Description
Is your feature request related to a problem? Please describe.
When using cortex, we sometimes have calls between distributor and ingester that might fails. We do have metrics for call made to ingester as well as metrics for failed responses. These failed responses collect any type of error. Some of these errors as 4xx does not show an issue on the system while errors like 5xx do show that something unexpected is happening with ingester. This could lead us to have a bad ingester without actually knowing it, because ingesterAppendFailures metric does not mean we have an issue. This become a bigger issue when a second ingester is being restarted or goes down.

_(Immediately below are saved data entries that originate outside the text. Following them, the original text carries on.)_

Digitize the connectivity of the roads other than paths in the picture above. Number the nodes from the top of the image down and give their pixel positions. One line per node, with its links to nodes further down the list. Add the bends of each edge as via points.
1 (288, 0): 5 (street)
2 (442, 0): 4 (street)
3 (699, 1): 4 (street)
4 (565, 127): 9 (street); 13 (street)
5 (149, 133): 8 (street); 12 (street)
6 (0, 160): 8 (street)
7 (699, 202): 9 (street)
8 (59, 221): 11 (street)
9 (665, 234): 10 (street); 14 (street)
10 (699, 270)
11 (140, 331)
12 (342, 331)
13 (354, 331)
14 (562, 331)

We thought that we were being redundant running with 3 ingester, but actually we were already running with limit capacity 2 out of 3.

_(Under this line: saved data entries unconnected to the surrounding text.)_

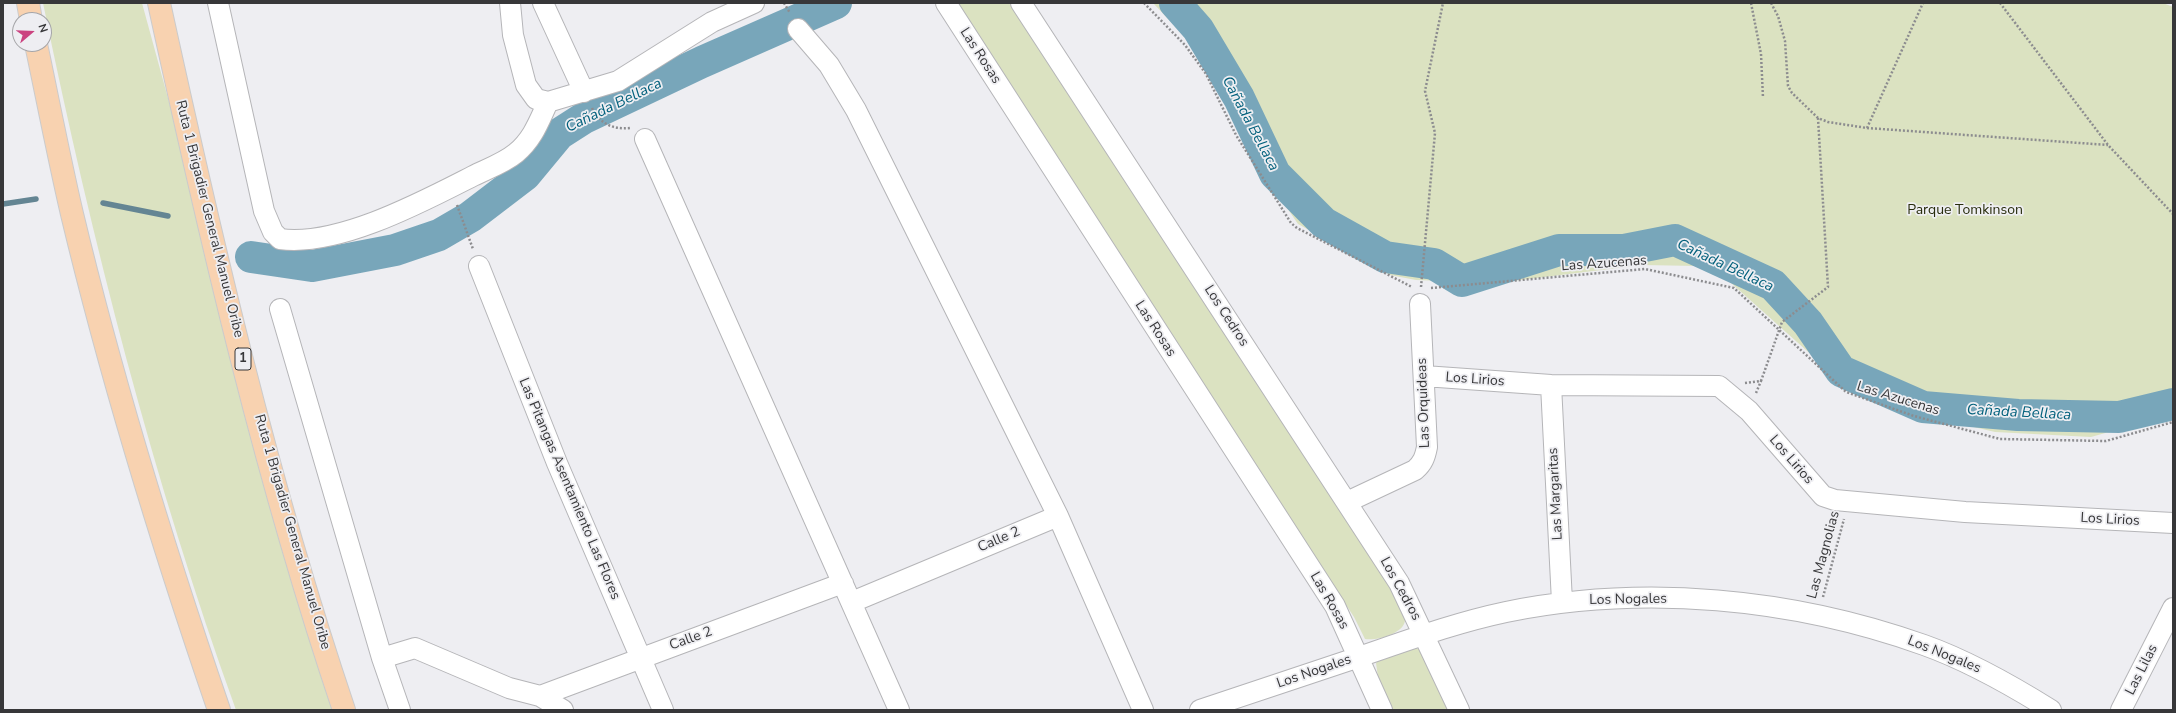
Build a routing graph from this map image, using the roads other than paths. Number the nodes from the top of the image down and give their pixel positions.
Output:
1 (159, 3) edge
2 (171, 3) edge
3 (218, 3) edge
4 (510, 3) edge
5 (542, 3) edge
6 (754, 3) edge
7 (946, 3) edge
8 (1021, 3) edge
9 (794, 21) road end
10 (38, 52) edge
11 (175, 78) junction
12 (584, 92) junction
13 (548, 102) junction
14 (645, 139) road end
15 (476, 258) road end
16 (1420, 296) road end
17 (280, 309) dead end
18 (1424, 376) junction
19 (1550, 385) junction
20 (1347, 502) junction
21 (1058, 516) junction
22 (2173, 523) edge
23 (843, 583) junction
24 (852, 602) junction
25 (1562, 602) junction
26 (2173, 608) edge
27 (1424, 633) junction
28 (1358, 657) junction
29 (382, 658) junction
30 (641, 658) junction
31 (540, 696) junction
32 (219, 710) edge
33 (344, 710) edge
34 (400, 710) edge
35 (563, 710) edge
36 (663, 710) edge
37 (899, 710) edge
38 (1143, 710) edge
39 (1200, 710) edge
40 (1382, 710) edge
41 (1459, 710) edge
42 (2051, 710) edge
43 (2122, 710) edge

1 - 11 highway, Ruta 1 Brigadier General Manuel Oribe / 1
2 - 11 highway
3 - 13 street
4 - 13 street
5 - 12 street
6 - 12 street
7 - 28 street, Las Rosas
8 - 20 street, Los Cedros
9 - 21 street
10 - 32 highway
11 - 33 highway, Ruta 1 Brigadier General Manuel Oribe / 1
12 - 13 street
14 - 23 street
15 - 30 street, Las Pitangas Asentamiento Las Flores
16 - 18 street, Las Orquideas
17 - 29 street
18 - 19 street, Los Lirios
18 - 20 street, Las Orquideas
19 - 22 street, Los Lirios
19 - 25 street, Las Margaritas
20 - 27 street, Los Cedros
21 - 24 street, Calle 2
21 - 38 street
23 - 24 street
23 - 30 street, Calle 2
24 - 37 street
25 - 27 street, Los Nogales
25 - 42 street, Los Nogales
26 - 43 street, Las Lilas
27 - 28 street, Los Nogales
27 - 41 street, Los Cedros
28 - 39 street, Los Nogales
28 - 40 street, Las Rosas
29 - 31 street
29 - 34 street
30 - 31 street, Calle 2
30 - 36 street, Las Pitangas Asentamiento Las Flores
31 - 35 street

It would be of good value to have a differentiation between which error we are receiving from ingester.
Describe the solution you'd like
The solution proposed would be adding a new label to the existent metric which would be the error family code (eg. 5xx or 4xx). This would allow us to filter the metrics.

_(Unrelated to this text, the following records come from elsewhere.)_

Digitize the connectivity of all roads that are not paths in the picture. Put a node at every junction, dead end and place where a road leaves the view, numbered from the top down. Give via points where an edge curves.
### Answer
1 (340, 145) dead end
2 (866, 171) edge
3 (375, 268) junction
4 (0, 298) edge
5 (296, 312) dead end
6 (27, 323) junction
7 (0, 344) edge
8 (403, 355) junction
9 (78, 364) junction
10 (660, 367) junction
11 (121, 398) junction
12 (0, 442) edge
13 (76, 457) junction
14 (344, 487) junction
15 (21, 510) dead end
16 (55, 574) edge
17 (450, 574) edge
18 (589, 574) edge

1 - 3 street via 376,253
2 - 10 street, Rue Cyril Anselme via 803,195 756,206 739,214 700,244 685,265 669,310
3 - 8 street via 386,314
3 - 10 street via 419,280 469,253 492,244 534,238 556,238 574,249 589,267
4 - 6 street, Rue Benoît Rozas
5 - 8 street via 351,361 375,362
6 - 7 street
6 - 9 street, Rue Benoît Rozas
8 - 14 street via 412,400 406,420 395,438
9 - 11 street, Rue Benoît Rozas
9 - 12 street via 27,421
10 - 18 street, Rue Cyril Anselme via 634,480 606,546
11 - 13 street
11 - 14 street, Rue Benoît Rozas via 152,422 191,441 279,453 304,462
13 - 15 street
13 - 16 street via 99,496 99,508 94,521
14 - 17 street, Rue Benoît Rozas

Describe alternatives you've considered
We could also introduce a new metric for 5xx errors instead of adding a new label for an existent metric. 5xx is mostly what we are looking for to have a better visibility of the health of the system. We could add another metric called ingesterAppendFatalFailures where we would only add errors with responses different from 4xx.
This is still a valuable option, but it just create another metric for an information that we are already generating.